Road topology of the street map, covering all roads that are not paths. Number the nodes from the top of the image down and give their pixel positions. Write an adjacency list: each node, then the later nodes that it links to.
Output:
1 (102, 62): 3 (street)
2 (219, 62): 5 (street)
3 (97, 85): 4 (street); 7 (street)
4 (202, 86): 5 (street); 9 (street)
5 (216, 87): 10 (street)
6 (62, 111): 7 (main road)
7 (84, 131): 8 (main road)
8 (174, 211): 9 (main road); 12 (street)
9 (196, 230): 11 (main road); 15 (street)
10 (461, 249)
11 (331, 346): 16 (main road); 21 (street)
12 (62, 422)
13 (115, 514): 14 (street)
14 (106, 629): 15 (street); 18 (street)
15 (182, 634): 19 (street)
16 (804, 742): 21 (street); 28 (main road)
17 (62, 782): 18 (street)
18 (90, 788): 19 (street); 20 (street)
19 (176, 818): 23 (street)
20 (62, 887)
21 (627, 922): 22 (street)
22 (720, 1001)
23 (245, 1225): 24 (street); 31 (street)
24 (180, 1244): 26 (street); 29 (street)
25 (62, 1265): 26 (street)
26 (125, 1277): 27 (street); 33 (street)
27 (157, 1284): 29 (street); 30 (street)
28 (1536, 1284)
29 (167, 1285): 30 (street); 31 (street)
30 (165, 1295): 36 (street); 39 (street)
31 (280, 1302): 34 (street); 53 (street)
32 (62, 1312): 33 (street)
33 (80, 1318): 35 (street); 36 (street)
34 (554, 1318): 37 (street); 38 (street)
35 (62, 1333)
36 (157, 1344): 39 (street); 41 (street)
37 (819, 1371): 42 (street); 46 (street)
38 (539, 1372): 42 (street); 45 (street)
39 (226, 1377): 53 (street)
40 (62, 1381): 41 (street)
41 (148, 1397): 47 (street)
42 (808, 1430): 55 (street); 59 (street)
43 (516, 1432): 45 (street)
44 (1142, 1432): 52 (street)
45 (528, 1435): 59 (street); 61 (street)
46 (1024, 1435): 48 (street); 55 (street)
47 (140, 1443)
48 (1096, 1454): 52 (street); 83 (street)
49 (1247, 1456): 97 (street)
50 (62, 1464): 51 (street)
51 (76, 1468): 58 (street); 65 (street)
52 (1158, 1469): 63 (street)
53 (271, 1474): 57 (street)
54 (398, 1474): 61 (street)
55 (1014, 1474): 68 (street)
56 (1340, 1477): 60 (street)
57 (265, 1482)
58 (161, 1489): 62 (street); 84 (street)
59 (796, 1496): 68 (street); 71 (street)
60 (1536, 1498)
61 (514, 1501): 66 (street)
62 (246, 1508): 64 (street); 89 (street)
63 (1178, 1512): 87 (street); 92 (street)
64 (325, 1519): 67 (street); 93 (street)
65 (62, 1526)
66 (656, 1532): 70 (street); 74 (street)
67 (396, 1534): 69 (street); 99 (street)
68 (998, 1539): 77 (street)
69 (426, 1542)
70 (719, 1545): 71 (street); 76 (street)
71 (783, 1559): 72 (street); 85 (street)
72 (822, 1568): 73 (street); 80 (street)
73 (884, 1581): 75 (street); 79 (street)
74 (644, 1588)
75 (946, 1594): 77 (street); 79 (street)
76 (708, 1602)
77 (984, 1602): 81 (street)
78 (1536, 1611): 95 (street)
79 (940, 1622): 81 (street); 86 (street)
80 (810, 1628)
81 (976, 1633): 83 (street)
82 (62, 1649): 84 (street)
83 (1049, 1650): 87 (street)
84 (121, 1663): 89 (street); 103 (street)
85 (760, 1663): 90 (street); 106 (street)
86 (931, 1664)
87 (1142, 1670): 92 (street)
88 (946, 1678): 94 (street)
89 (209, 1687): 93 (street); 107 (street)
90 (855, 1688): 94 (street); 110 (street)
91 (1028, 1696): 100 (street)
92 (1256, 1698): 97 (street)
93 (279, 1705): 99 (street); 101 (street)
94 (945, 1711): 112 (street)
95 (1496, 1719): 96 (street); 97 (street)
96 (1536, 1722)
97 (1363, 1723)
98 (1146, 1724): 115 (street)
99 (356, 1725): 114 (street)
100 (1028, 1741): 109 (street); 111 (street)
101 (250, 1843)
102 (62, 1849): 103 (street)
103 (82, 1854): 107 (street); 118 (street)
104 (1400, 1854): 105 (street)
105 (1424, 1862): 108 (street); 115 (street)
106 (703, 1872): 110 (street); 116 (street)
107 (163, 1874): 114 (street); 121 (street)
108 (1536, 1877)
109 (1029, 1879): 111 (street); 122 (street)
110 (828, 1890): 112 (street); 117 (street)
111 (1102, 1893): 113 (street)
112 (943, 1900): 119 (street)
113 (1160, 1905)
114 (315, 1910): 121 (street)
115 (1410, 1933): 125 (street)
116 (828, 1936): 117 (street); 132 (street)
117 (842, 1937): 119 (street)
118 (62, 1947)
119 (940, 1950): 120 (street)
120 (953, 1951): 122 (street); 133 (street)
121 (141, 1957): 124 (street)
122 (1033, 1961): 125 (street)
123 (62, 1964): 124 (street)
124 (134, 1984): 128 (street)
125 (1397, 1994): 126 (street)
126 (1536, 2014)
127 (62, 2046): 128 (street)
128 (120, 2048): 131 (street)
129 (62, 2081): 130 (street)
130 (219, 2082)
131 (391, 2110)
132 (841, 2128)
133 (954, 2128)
+++
**Exercise objective:**
Set down the entries again, exactly as they stand above.

**Solution to the problem:**
Road topology of the street map, covering all roads that are not paths. Number the nodes from the top of the image down and give their pixel positions. Write an adjacency list: each node, then the later nodes that it links to.
Output:
1 (102, 62): 3 (street)
2 (219, 62): 5 (street)
3 (97, 85): 4 (street); 7 (street)
4 (202, 86): 5 (street); 9 (street)
5 (216, 87): 10 (street)
6 (62, 111): 7 (main road)
7 (84, 131): 8 (main road)
8 (174, 211): 9 (main road); 12 (street)
9 (196, 230): 11 (main road); 15 (street)
10 (461, 249)
11 (331, 346): 16 (main road); 21 (street)
12 (62, 422)
13 (115, 514): 14 (street)
14 (106, 629): 15 (street); 18 (street)
15 (182, 634): 19 (street)
16 (804, 742): 21 (street); 28 (main road)
17 (62, 782): 18 (street)
18 (90, 788): 19 (street); 20 (street)
19 (176, 818): 23 (street)
20 (62, 887)
21 (627, 922): 22 (street)
22 (720, 1001)
23 (245, 1225): 24 (street); 31 (street)
24 (180, 1244): 26 (street); 29 (street)
25 (62, 1265): 26 (street)
26 (125, 1277): 27 (street); 33 (street)
27 (157, 1284): 29 (street); 30 (street)
28 (1536, 1284)
29 (167, 1285): 30 (street); 31 (street)
30 (165, 1295): 36 (street); 39 (street)
31 (280, 1302): 34 (street); 53 (street)
32 (62, 1312): 33 (street)
33 (80, 1318): 35 (street); 36 (street)
34 (554, 1318): 37 (street); 38 (street)
35 (62, 1333)
36 (157, 1344): 39 (street); 41 (street)
37 (819, 1371): 42 (street); 46 (street)
38 (539, 1372): 42 (street); 45 (street)
39 (226, 1377): 53 (street)
40 (62, 1381): 41 (street)
41 (148, 1397): 47 (street)
42 (808, 1430): 55 (street); 59 (street)
43 (516, 1432): 45 (street)
44 (1142, 1432): 52 (street)
45 (528, 1435): 59 (street); 61 (street)
46 (1024, 1435): 48 (street); 55 (street)
47 (140, 1443)
48 (1096, 1454): 52 (street); 83 (street)
49 (1247, 1456): 97 (street)
50 (62, 1464): 51 (street)
51 (76, 1468): 58 (street); 65 (street)
52 (1158, 1469): 63 (street)
53 (271, 1474): 57 (street)
54 (398, 1474): 61 (street)
55 (1014, 1474): 68 (street)
56 (1340, 1477): 60 (street)
57 (265, 1482)
58 (161, 1489): 62 (street); 84 (street)
59 (796, 1496): 68 (street); 71 (street)
60 (1536, 1498)
61 (514, 1501): 66 (street)
62 (246, 1508): 64 (street); 89 (street)
63 (1178, 1512): 87 (street); 92 (street)
64 (325, 1519): 67 (street); 93 (street)
65 (62, 1526)
66 (656, 1532): 70 (street); 74 (street)
67 (396, 1534): 69 (street); 99 (street)
68 (998, 1539): 77 (street)
69 (426, 1542)
70 (719, 1545): 71 (street); 76 (street)
71 (783, 1559): 72 (street); 85 (street)
72 (822, 1568): 73 (street); 80 (street)
73 (884, 1581): 75 (street); 79 (street)
74 (644, 1588)
75 (946, 1594): 77 (street); 79 (street)
76 (708, 1602)
77 (984, 1602): 81 (street)
78 (1536, 1611): 95 (street)
79 (940, 1622): 81 (street); 86 (street)
80 (810, 1628)
81 (976, 1633): 83 (street)
82 (62, 1649): 84 (street)
83 (1049, 1650): 87 (street)
84 (121, 1663): 89 (street); 103 (street)
85 (760, 1663): 90 (street); 106 (street)
86 (931, 1664)
87 (1142, 1670): 92 (street)
88 (946, 1678): 94 (street)
89 (209, 1687): 93 (street); 107 (street)
90 (855, 1688): 94 (street); 110 (street)
91 (1028, 1696): 100 (street)
92 (1256, 1698): 97 (street)
93 (279, 1705): 99 (street); 101 (street)
94 (945, 1711): 112 (street)
95 (1496, 1719): 96 (street); 97 (street)
96 (1536, 1722)
97 (1363, 1723)
98 (1146, 1724): 115 (street)
99 (356, 1725): 114 (street)
100 (1028, 1741): 109 (street); 111 (street)
101 (250, 1843)
102 (62, 1849): 103 (street)
103 (82, 1854): 107 (street); 118 (street)
104 (1400, 1854): 105 (street)
105 (1424, 1862): 108 (street); 115 (street)
106 (703, 1872): 110 (street); 116 (street)
107 (163, 1874): 114 (street); 121 (street)
108 (1536, 1877)
109 (1029, 1879): 111 (street); 122 (street)
110 (828, 1890): 112 (street); 117 (street)
111 (1102, 1893): 113 (street)
112 (943, 1900): 119 (street)
113 (1160, 1905)
114 (315, 1910): 121 (street)
115 (1410, 1933): 125 (street)
116 (828, 1936): 117 (street); 132 (street)
117 (842, 1937): 119 (street)
118 (62, 1947)
119 (940, 1950): 120 (street)
120 (953, 1951): 122 (street); 133 (street)
121 (141, 1957): 124 (street)
122 (1033, 1961): 125 (street)
123 (62, 1964): 124 (street)
124 (134, 1984): 128 (street)
125 (1397, 1994): 126 (street)
126 (1536, 2014)
127 (62, 2046): 128 (street)
128 (120, 2048): 131 (street)
129 (62, 2081): 130 (street)
130 (219, 2082)
131 (391, 2110)
132 (841, 2128)
133 (954, 2128)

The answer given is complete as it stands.